Tuesday 8 November 2011

Burny bean (not burny and without beans at the moment)

Whose daft idea was it to do NaNoWriMo this year? And why can't I write faster?

The burny bean (Mucuna gigantea) is flowering. (Oh, lots of other things are flowering too. But I can actually recognise the burny bean, unlike...well...just about everything else.) The vine scrambles over the rainforest canopy and makes narrow runways across gaps. There's a cat's cradle of burny bean across the driveway and the grey fantails like to sit there and watch what's going on.
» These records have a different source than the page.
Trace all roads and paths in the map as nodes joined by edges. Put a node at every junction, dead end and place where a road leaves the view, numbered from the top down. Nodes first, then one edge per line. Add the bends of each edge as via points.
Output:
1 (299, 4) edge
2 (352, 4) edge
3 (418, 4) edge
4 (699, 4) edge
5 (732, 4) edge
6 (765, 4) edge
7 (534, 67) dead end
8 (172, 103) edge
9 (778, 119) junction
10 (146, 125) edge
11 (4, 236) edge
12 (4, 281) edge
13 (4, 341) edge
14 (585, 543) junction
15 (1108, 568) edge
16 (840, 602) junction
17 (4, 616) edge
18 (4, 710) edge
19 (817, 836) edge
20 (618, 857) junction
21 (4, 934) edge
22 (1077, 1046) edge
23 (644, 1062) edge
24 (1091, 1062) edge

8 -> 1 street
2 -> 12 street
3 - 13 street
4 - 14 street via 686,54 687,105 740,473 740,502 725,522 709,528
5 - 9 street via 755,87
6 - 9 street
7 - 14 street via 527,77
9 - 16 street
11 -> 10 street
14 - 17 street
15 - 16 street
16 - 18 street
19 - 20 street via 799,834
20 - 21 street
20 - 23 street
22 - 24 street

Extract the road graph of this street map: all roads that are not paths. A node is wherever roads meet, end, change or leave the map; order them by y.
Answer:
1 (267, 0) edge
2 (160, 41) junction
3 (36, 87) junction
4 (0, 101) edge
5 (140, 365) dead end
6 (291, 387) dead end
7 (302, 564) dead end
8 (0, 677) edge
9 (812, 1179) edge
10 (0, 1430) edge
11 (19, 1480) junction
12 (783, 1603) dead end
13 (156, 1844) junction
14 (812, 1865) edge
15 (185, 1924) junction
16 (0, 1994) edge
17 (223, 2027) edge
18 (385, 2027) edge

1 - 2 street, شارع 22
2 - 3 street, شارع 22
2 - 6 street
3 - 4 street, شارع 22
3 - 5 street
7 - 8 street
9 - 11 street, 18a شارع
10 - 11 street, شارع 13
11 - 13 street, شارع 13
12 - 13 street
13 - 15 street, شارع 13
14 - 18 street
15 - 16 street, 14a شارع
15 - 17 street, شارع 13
The common name comes from its beaniness (it belongs to Fabaceae, the pea and bean family) and its burniness (the seed pod is covered in irritating hairs). (But not at this time of year.) It is also called a seabean (because it occurs in forests along beaches). As this rainforest block is 750 metres above sea level and on the western side of Queensland's highest mountain, I thought that calling it a seabean would get me into trouble with Advertising Standards.
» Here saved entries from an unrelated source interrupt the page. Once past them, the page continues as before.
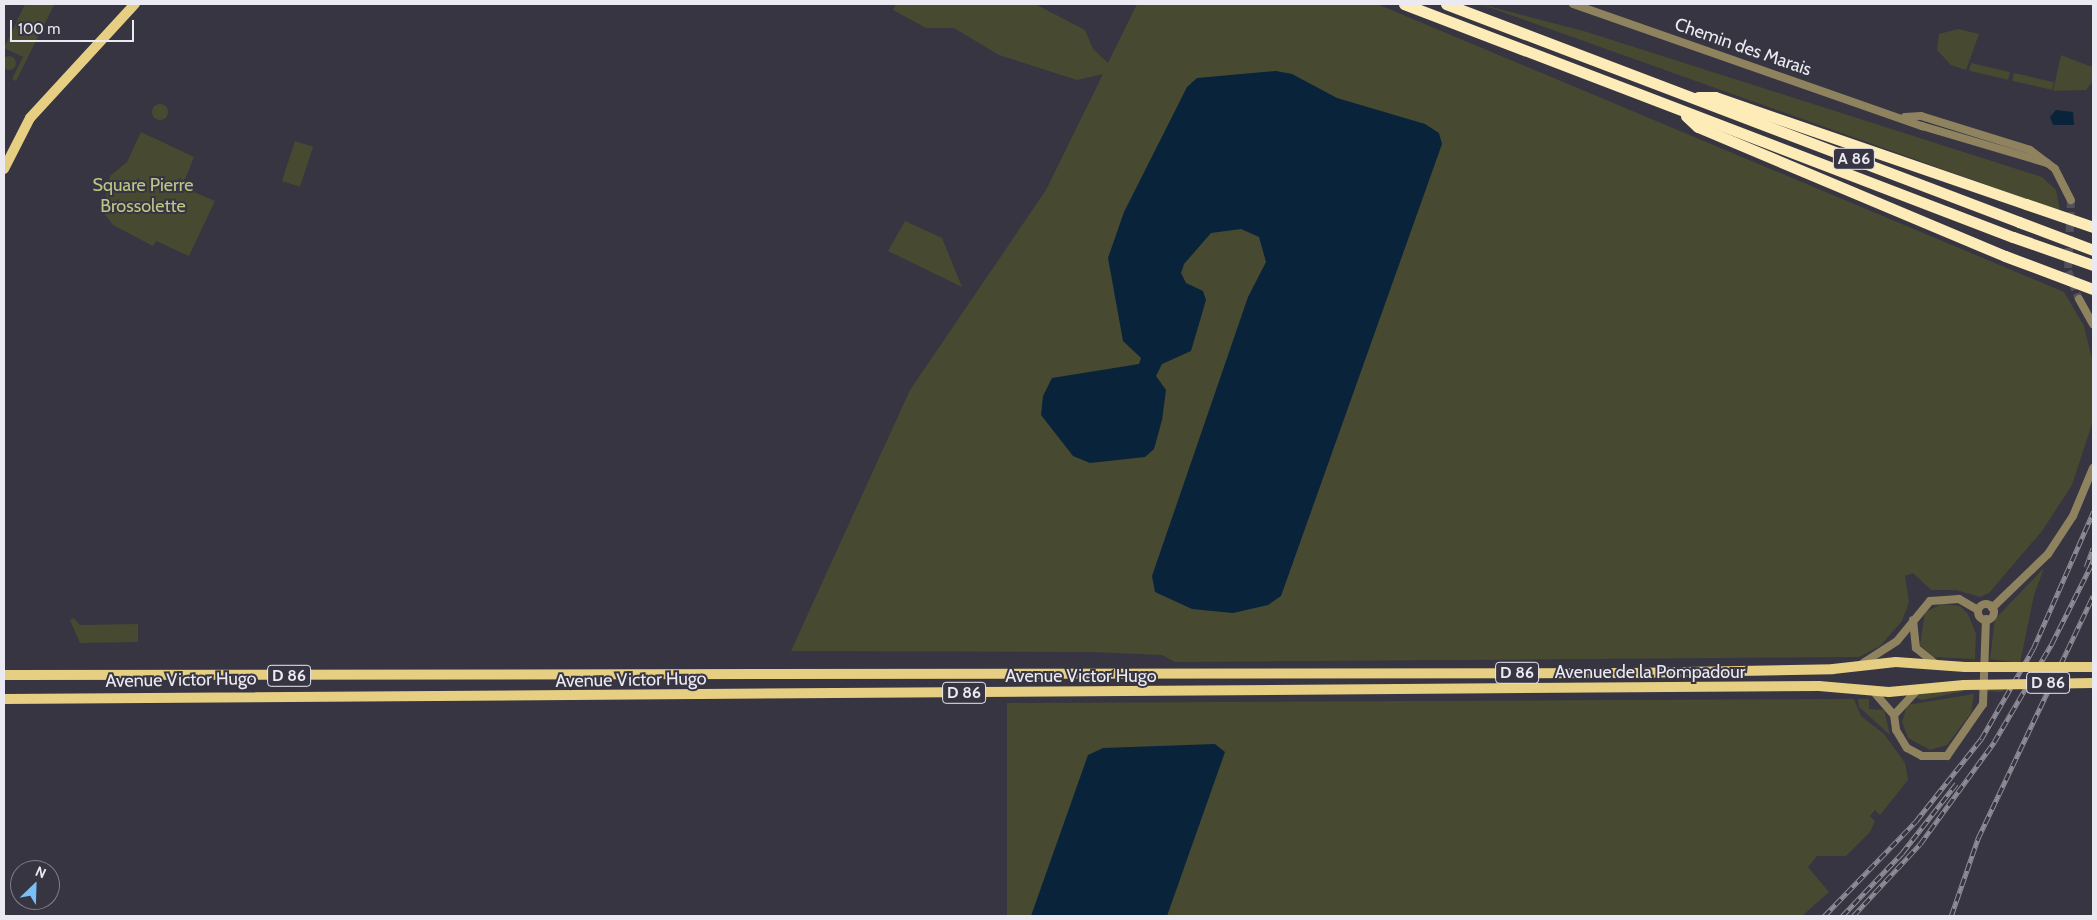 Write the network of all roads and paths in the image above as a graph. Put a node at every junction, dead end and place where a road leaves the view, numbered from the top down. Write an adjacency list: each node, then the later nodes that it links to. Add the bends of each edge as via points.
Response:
1 (135, 4): 7 (main road, via 30,118)
2 (1404, 4): 6 (highway, A 86)
3 (1446, 4): 5 (highway, A 86)
4 (1573, 4): 8 (street, Chemin des Marais, via 2048,163 2063,178)
5 (1688, 97): 9 (highway, bridge, via 1715,97); 10 (highway, A 86, bridge)
6 (1683, 113): 11 (highway, A 86, bridge); 12 (highway, bridge, via 1698,127 2005,256)
7 (4, 169)
8 (2071, 200)
9 (2093, 227)
10 (2093, 250)
11 (2093, 265)
12 (2093, 289)
13 (2079, 300): 14 (street)
14 (2093, 324)
15 (2093, 468): 16 (street, via 2076,509 2048,554)
16 (1992, 608): 17 (street, via 1985,604); 19 (street, via 1993,615)
17 (1978, 610): 18 (street, via 1943,598 1924,605); 19 (street)
18 (1914, 618): 20 (street, via 1882,654); 22 (street, via 1916,648 1930,662)
19 (1986, 620): 34 (street, via 1983,704 1947,756 1913,753 1901,741)
20 (1854, 666): 22 (main road, Avenue de la Pompadour / D 86, via 1896,662); 23 (main road, Avenue de la Pompadour / D 86, via 1622,673)
21 (2093, 666): 22 (main road, Avenue de la Pompadour / D 86, bridge)
22 (1945, 667)
23 (1180, 674): 25 (main road, Avenue Victor Hugo / D 86)
24 (4, 675): 25 (main road, Avenue Victor Hugo / D 86)
25 (94, 676): 26 (main road, Avenue Victor Hugo / D 86)
26 (4, 680)
27 (2093, 683): 28 (main road, Avenue de la Pompadour / D 86, bridge, via 1964,685)
28 (1917, 690): 29 (main road, Avenue de la Pompadour / D 86); 34 (street)
29 (1872, 691): 30 (main road, Avenue de la Pompadour / D 86, via 1819,686); 34 (street)
30 (1177, 692): 32 (main road, Avenue Victor Hugo / D 86)
31 (4, 694): 32 (main road, Avenue Victor Hugo / D 86, via 56,693)
32 (86, 697): 33 (main road, Avenue Victor Hugo / D 86)
33 (4, 699)
34 (1894, 715)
I haven't seen any birds feeding from the flowers, so I wonder if this species is pollinated by bats? The petals are pale green and difficult to spot among all the other greens of the forest, so they are not screaming for diurnal attention. They also hang down in bunches, which says bat (or perhaps large moth) food to me. Still, I'm no judge of what a volant mammal might want for dinner, so I will have to observe and record.

But these flowers...ain't they grand?